This is what "crash" shows right now:


# crash
dumpfile = /dev/mem, namelist = /unix, outfile = stdout
> panic
System Messages:

total real mem  = 7995392
total avail mem = 5361664

ESIX System 5.3.2 Rev.D

Copyright (c) 1984, 1986, 1987, 1988 AT&T
Copyright (c) 1987, 1988 Microsoft Corp.
Copyright (c) 1988, 1989, 1990 Everex Systems Inc.
All Rights Reserved


FAS 2.08.0 async driver: Unit 0-5 init state is [******]


WARNING: Excessive modem status interrupts on FAS unit 3 (check the cabling).

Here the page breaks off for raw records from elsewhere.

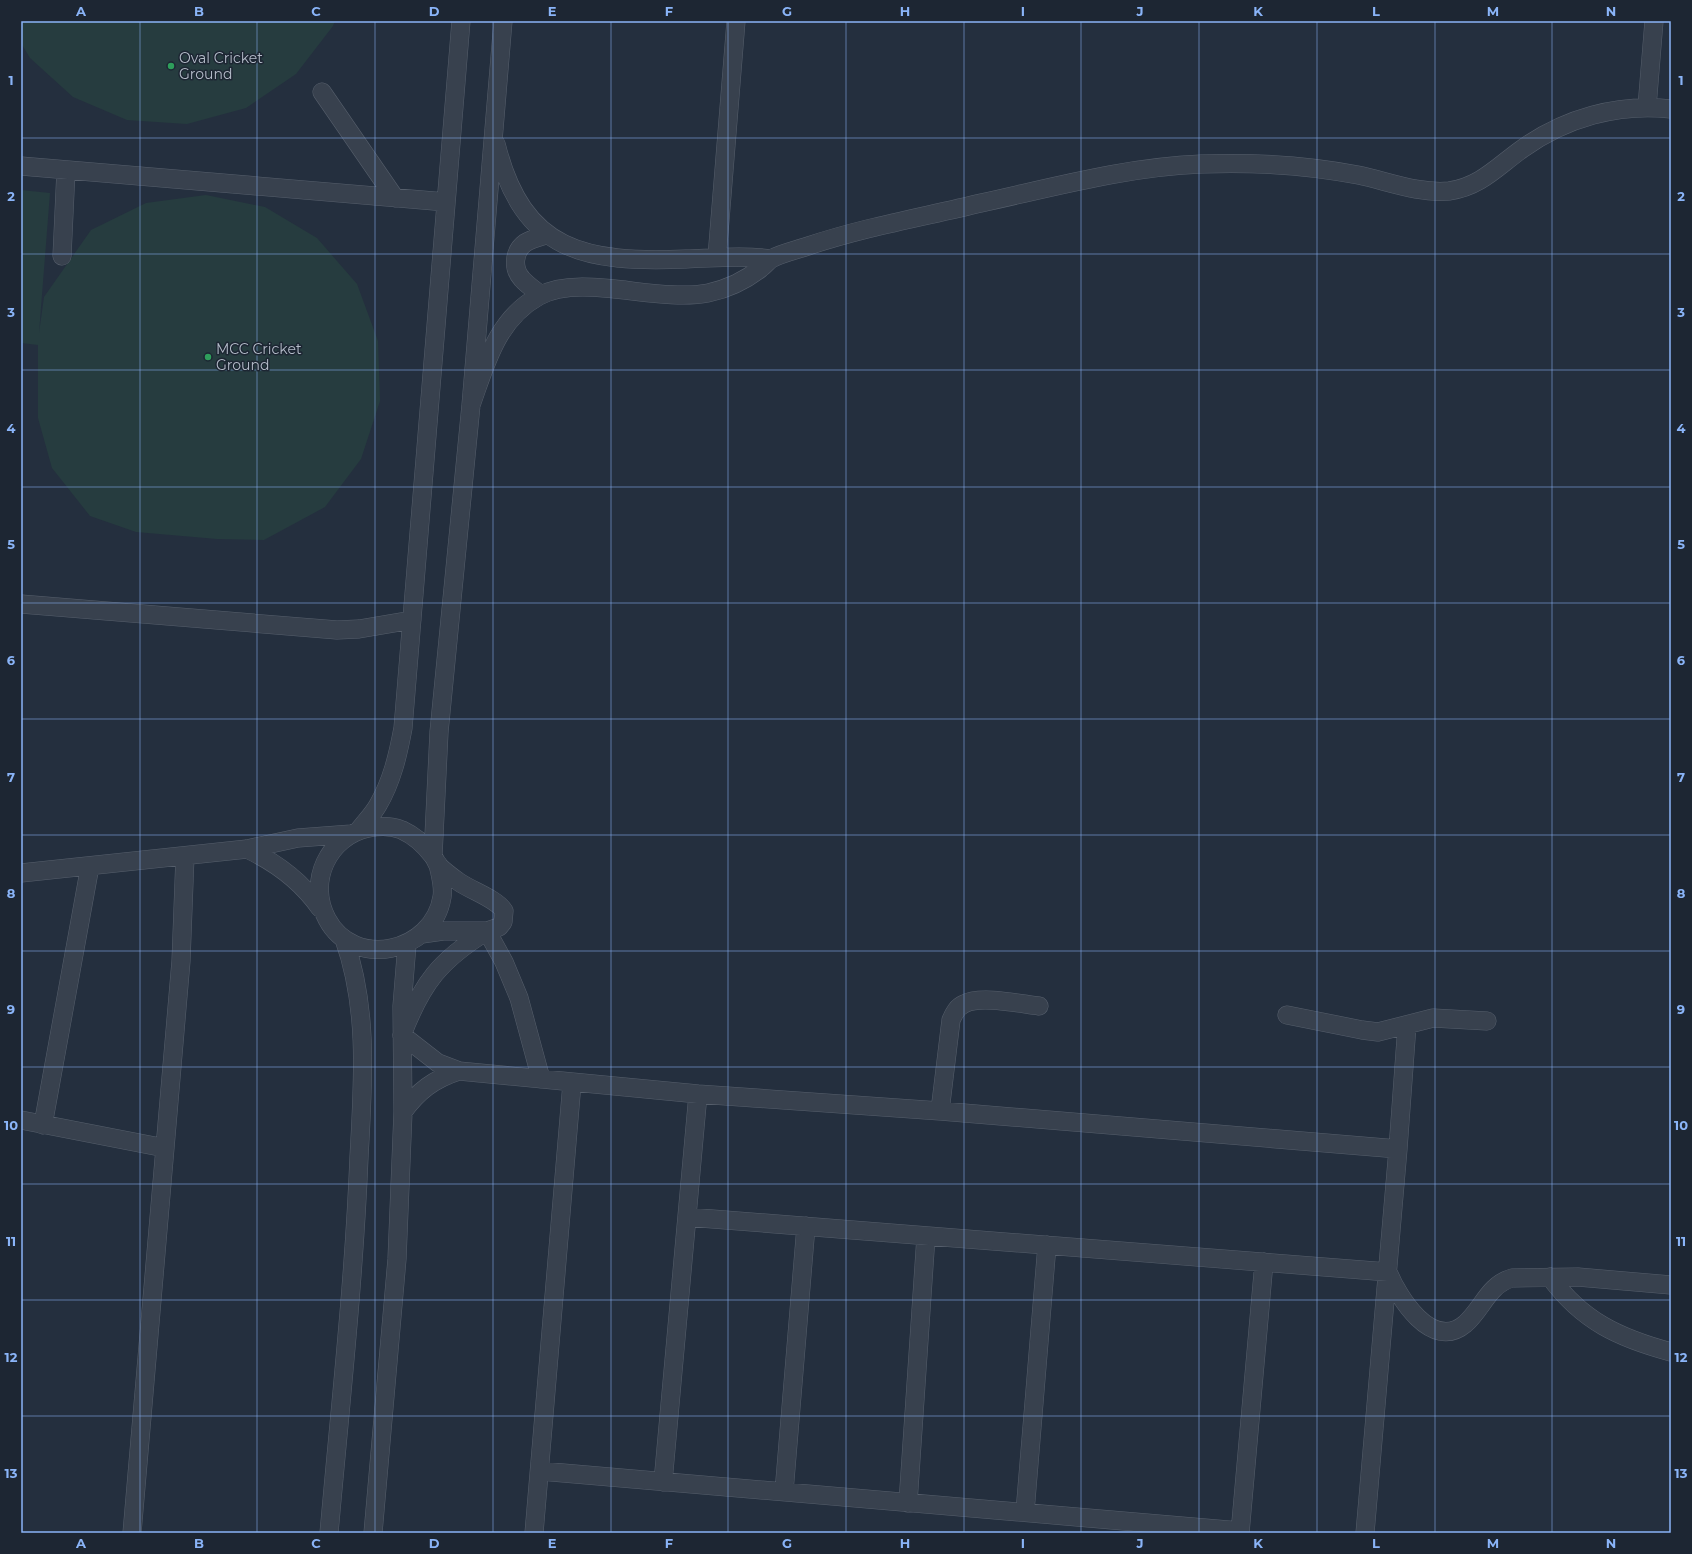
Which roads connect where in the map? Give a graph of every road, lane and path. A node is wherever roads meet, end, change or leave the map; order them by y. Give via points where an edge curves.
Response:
1 (461, 21) edge
2 (503, 21) edge
3 (736, 21) edge
4 (1654, 21) edge
5 (322, 92) dead end
6 (1647, 107) junction
7 (1671, 109) edge
8 (494, 125) junction
9 (21, 166) edge
10 (66, 170) junction
11 (395, 198) junction
12 (446, 202) junction
13 (546, 235) junction
14 (62, 256) dead end
15 (717, 258) junction
16 (771, 259) junction
17 (541, 295) junction
18 (471, 405) junction
19 (21, 604) edge
20 (412, 620) junction
21 (355, 832) junction
22 (247, 849) junction
23 (185, 856) junction
24 (436, 860) junction
25 (90, 866) junction
26 (21, 873) edge
27 (322, 909) junction
28 (487, 931) junction
29 (344, 938) junction
30 (414, 939) junction
31 (1039, 1006) dead end
32 (1287, 1015) dead end
33 (1487, 1021) dead end
34 (1407, 1025) junction
35 (402, 1035) junction
36 (459, 1071) junction
37 (541, 1079) junction
38 (572, 1083) junction
39 (698, 1094) junction
40 (940, 1111) junction
41 (403, 1112) junction
42 (21, 1120) edge
43 (43, 1125) junction
44 (165, 1148) junction
45 (1398, 1149) junction
46 (687, 1217) junction
47 (806, 1226) junction
48 (926, 1236) junction
49 (1047, 1245) junction
50 (1264, 1262) junction
51 (1388, 1272) junction
52 (1550, 1277) junction
53 (1671, 1285) edge
54 (1671, 1352) edge
55 (540, 1471) junction
56 (663, 1482) junction
57 (784, 1492) junction
58 (908, 1503) junction
59 (1025, 1512) junction
60 (1240, 1532) edge
61 (132, 1533) edge
62 (329, 1533) edge
63 (373, 1533) edge
64 (534, 1533) edge
65 (1365, 1533) edge

1 - 12 street
2 - 8 street
3 - 15 street
4 - 6 street
5 - 11 street
6 - 7 street
6 - 16 street via 1606,112 1562,126 1535,140 1476,184 1449,191 1434,192 1295,166 1230,163 1164,167 1099,177 877,226
8 - 13 street via 500,160 511,187 523,208
8 - 18 street
9 - 10 street
10 - 11 street
10 - 14 street
11 - 12 street
12 - 20 street
13 - 15 street via 582,252 601,256 669,260
13 - 17 street via 526,242 516,255 515,264 522,279
15 - 16 street
16 - 17 street via 742,280 708,293 671,296 573,287
17 - 18 street via 514,315 503,327
18 - 24 street via 439,732
19 - 20 street via 337,630
20 - 21 street via 403,728 398,755 390,782 378,807
21 - 22 street via 298,838
21 - 24 street via 380,826 401,830 419,840
21 - 27 street via 334,848 322,866 318,888
22 - 23 street
22 - 27 street via 281,868 310,894
23 - 25 street
23 - 44 street via 181,962
24 - 28 street via 468,888 501,906 503,922 499,927
24 - 30 street via 442,882 442,896 431,924
25 - 26 street
25 - 43 street
27 - 29 street via 330,926
28 - 30 street via 443,930
28 - 35 street via 443,964 412,1009
28 - 37 street via 519,998
29 - 30 street via 358,946 374,950 391,949
29 - 62 street via 352,962 361,1012 361,1119 352,1281
30 - 35 street via 402,1006
31 - 40 street via 978,1000 958,1008 951,1020
32 - 34 street via 1370,1031 1386,1031
33 - 34 street via 1440,1018
34 - 45 street
35 - 36 street via 438,1063
35 - 41 street
36 - 37 street
36 - 41 street via 427,1086 414,1097
37 - 38 street
38 - 39 street
38 - 55 street
39 - 40 street
39 - 46 street
40 - 45 street
41 - 63 street via 397,1259
42 - 43 street
43 - 44 street
44 - 61 street
45 - 51 street
46 - 47 street
46 - 56 street
47 - 48 street
47 - 57 street
48 - 49 street
48 - 58 street
49 - 50 street
49 - 59 street
50 - 51 street
50 - 60 street
51 - 52 street via 1399,1295 1415,1316 1431,1328 1447,1331 1463,1325 1493,1288 1505,1280
51 - 65 street
52 - 53 street
52 - 54 street via 1570,1302 1596,1322 1625,1337
55 - 56 street
55 - 64 street
56 - 57 street
57 - 58 street
58 - 59 street
59 - 60 street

NOTICE: getcpages - waiting for 1 contiguous pages


No Panic
> quit

script done on Sat Jun 15 22:12:35 1991


The "modem status interrupts" happened after one of the serial
ports hung and I cycled power on the modem (this was a different
scenario than that described above) -- the modem reset cleared this
particular problem.  I have also seen the modem staus messages
when powering on a Microterm 5510 terminal I have configured on the
system with a null modem adapter (the terminal is acting up, I have
to poower cycle it sveral times to get it to come up).  (Sigh, so 
many problems :-(


p.s.  I've not seen the getcpages on the console.  Only crash
shows them.

This is bad.  Having to cold reset the machine usually requires 
booting from floppy to get the fs usable again.



-- 
bill@unixland.natick.ma.us     ...!uunet!think!unixland!bill
OR ..!uunet!world!unixland!bill     heiser@world.std.com
Public Access Unix 508-655-3848(2400)   508-651-8723(HST)  508-651-8733(PEP-V32)

pim@cti-software.nl (Pim Zandbergen) (06/16/91)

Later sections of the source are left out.